Los manipuladores de los deseos de los fieles suelen ser personas bastante burdas, con un carácter muy dominante y gran habilidad para hacerse imprescindibles en la vida de los demás, hasta el punto de que a quienes caen bajo su poder les cuesta vivir por sí solos. Y a veces se borran los límites entre estos grupos y las sectas, con la diferencia tal vez de que a las sectas les tira el sexo. Siempre hay individuos por ahí con capacidad de liderazgo, megalómanos que sienten que han venido al mundo para someter a otros, no directamente, sino bajo la capa de la doctrina que a ellos les convenga. Esas pobres chicas (como contaba recientemente la madre de una de ellas, atrapada en una secta destructiva durante más de 20 años), que dan por hecho que su cuerpo es del jefe y en muchos casos de todos los del grupo en todo momento. Digamos que el monstruo de Austria, Josef Fritzl, no tuvo narices para organizar una secta de verdad y montó esa dolorosa chapuza en el sótano de su casa.

¿Cuántas sectas habrá en Madrid? Cuántos padres y familiares estarán sufriendo porque una secta ha engullido a un ser querido, se lo ha arrebatado y lo ha llevado a un lugar enfermizo, del que, si tiene la suerte de salir, tendrá que desintoxicarse. Por supuesto, no todas serán peligrosas, ni puede que realmente se comentan esas atrocidades que se les achacan a las satánicas, aunque no deje de ser un tanto inquietante que nuestro deseo de protección y cobijo sea más grande que el instinto de libertad.

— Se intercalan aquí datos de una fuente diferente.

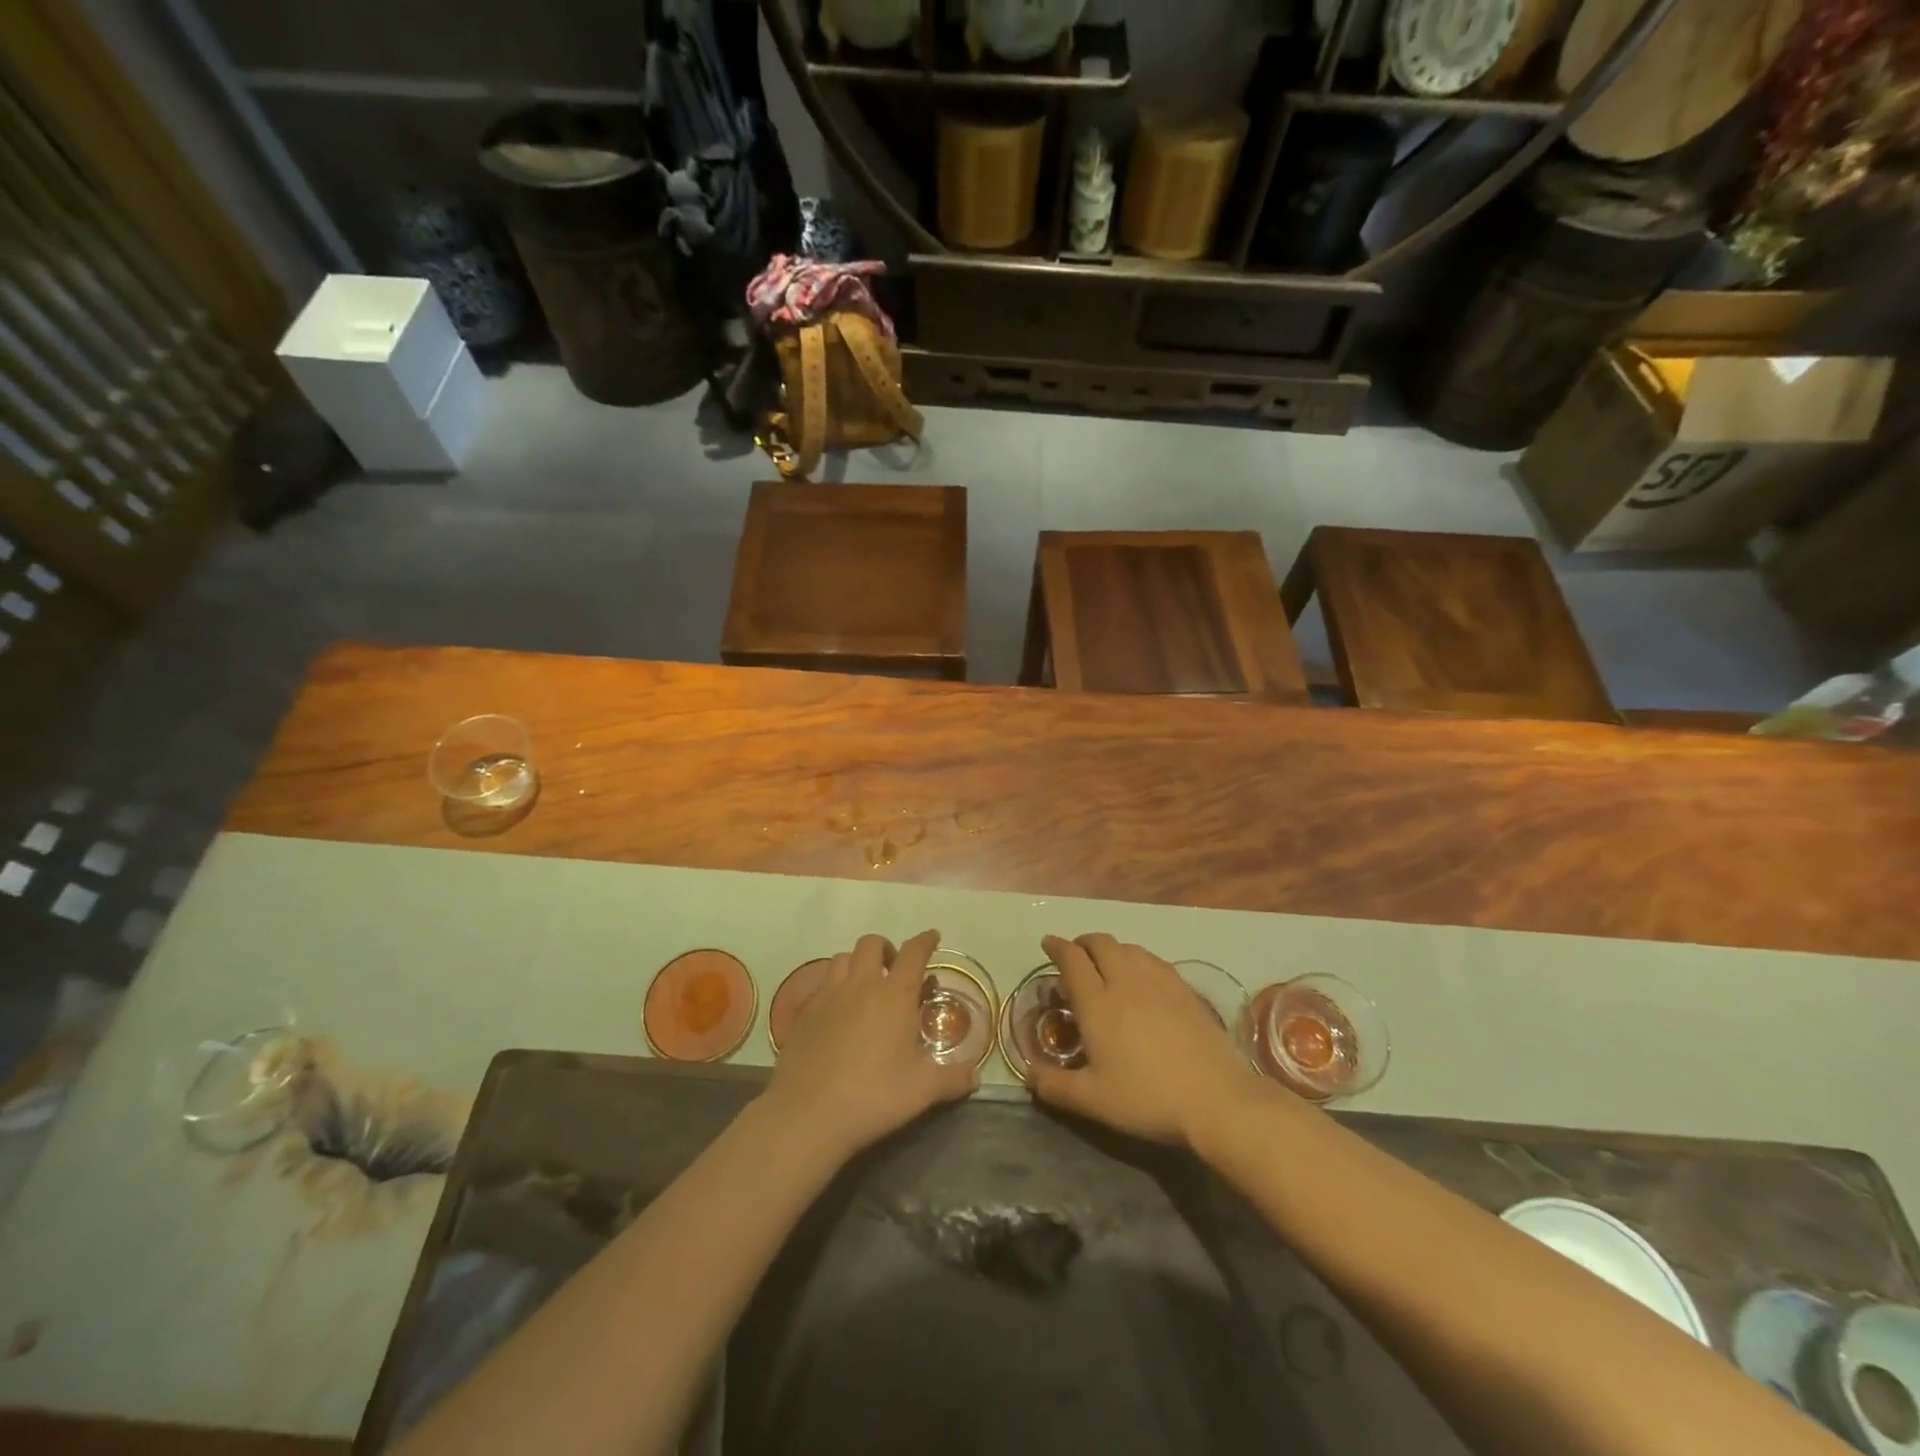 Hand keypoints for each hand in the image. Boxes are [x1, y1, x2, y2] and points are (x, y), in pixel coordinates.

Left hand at [762, 929, 977, 1163]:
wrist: (808, 1113)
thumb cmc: (873, 1095)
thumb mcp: (922, 1091)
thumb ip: (951, 1078)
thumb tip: (976, 1075)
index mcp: (894, 995)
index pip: (913, 953)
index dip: (925, 941)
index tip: (932, 937)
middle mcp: (861, 985)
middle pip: (872, 944)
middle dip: (886, 949)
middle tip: (894, 970)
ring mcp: (828, 996)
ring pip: (843, 958)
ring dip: (858, 963)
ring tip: (865, 986)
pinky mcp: (804, 1013)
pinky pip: (821, 985)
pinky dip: (834, 987)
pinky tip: (838, 1012)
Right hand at [1027, 933, 1260, 1146]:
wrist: (1216, 1099)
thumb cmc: (1147, 1098)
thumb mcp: (1093, 1100)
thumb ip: (1055, 1086)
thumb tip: (1026, 1074)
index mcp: (1097, 1002)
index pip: (1072, 959)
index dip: (1057, 947)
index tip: (1047, 944)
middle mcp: (1125, 981)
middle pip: (1100, 943)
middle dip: (1083, 943)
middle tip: (1075, 956)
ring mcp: (1159, 981)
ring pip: (1128, 947)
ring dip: (1110, 949)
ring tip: (1106, 966)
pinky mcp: (1185, 989)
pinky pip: (1152, 959)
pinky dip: (1137, 958)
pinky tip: (1141, 978) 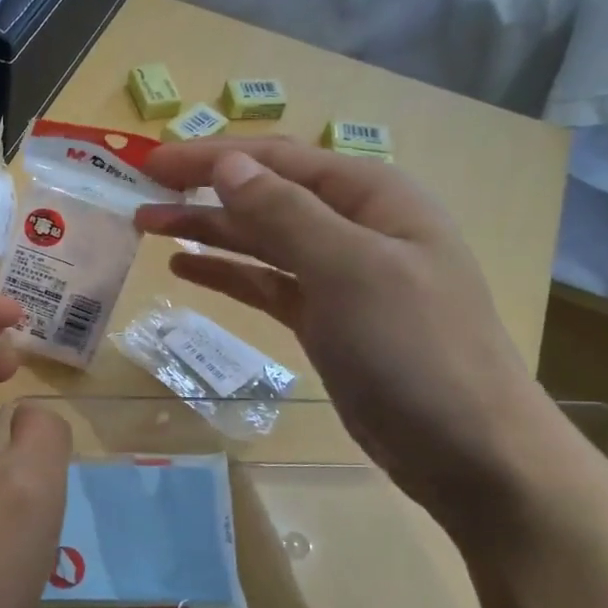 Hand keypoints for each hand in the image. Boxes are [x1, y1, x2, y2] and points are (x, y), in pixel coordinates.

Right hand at [133, 140, 562, 537]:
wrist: (470, 451)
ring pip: (259, 239)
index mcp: (371, 196)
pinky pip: (265, 283)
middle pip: (264, 194)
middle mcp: (354, 226)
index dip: (210, 156)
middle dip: (201, 190)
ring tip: (147, 226)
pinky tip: (185, 268)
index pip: (277, 159)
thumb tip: (227, 164)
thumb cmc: (415, 349)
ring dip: (206, 229)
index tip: (150, 162)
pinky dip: (227, 272)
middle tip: (138, 195)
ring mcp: (339, 276)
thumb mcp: (350, 270)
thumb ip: (285, 213)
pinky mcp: (324, 319) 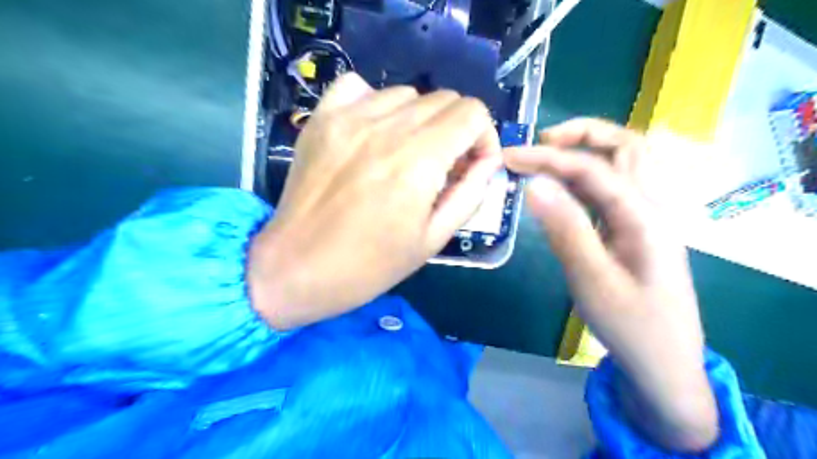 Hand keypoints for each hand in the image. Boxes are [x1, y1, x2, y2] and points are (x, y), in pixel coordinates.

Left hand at [250, 75, 504, 330]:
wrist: (296, 267)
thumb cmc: (369, 265)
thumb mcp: (432, 239)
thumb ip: (469, 193)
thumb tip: (486, 161)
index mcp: (418, 161)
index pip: (473, 113)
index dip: (483, 136)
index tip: (472, 164)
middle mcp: (386, 128)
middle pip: (444, 99)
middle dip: (456, 130)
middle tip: (442, 165)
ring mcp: (349, 118)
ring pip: (407, 94)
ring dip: (419, 120)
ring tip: (406, 154)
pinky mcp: (321, 118)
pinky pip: (360, 87)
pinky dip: (377, 103)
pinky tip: (373, 132)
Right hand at [504, 119, 716, 450]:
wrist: (664, 363)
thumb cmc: (630, 324)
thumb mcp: (592, 279)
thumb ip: (566, 228)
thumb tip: (535, 185)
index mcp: (643, 216)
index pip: (592, 168)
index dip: (547, 158)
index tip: (509, 157)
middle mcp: (650, 206)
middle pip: (626, 146)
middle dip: (584, 134)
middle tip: (542, 142)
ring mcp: (645, 218)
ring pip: (622, 165)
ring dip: (587, 151)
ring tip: (547, 159)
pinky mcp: (634, 230)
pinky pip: (613, 190)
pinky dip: (587, 178)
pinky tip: (562, 191)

Uno acaba siendo un yonqui de la religión, de la secta, de cualquier persona o de una ideología cuando deja de importarle ser libre e independiente, cuando le aterra tomar sus propias decisiones. Sin llegar a ese extremo (y ésta es la otra cara del asunto), creer en algo, indagar en lo invisible es lo más normal del mundo e incluso sano. Nunca he entendido a quienes dicen no creer en nada. ¿Cómo se puede resistir la tentación de creer (aunque sólo sea un rato) en un dios, en espíritus, en otras dimensiones, en la materia oscura...? Personalmente, me lo paso mejor creyendo un poco en casi todo. Y hay que reconocer que cuando la candidez de las creencias más disparatadas se combina con el ingenio pueden aparecer obras de un gran encanto, como la detallada investigación que realizó Arthur Conan Doyle (el autor de Sherlock Holmes) para demostrar la existencia de las hadas, de la que no tenía ninguna duda, explicando sus características, vestidos, costumbres, lenguaje y defendiendo la autenticidad de la famosa fotografía que las llamadas niñas de Cottingley le hicieron a un nido de hadas. El hecho estuvo envuelto en una gran polémica y debates. E increíblemente desde 1918, en que fueron hechas las fotos, hasta 1975, en que una de ellas confesó que las imágenes habían sido manipuladas, persistió el misterio.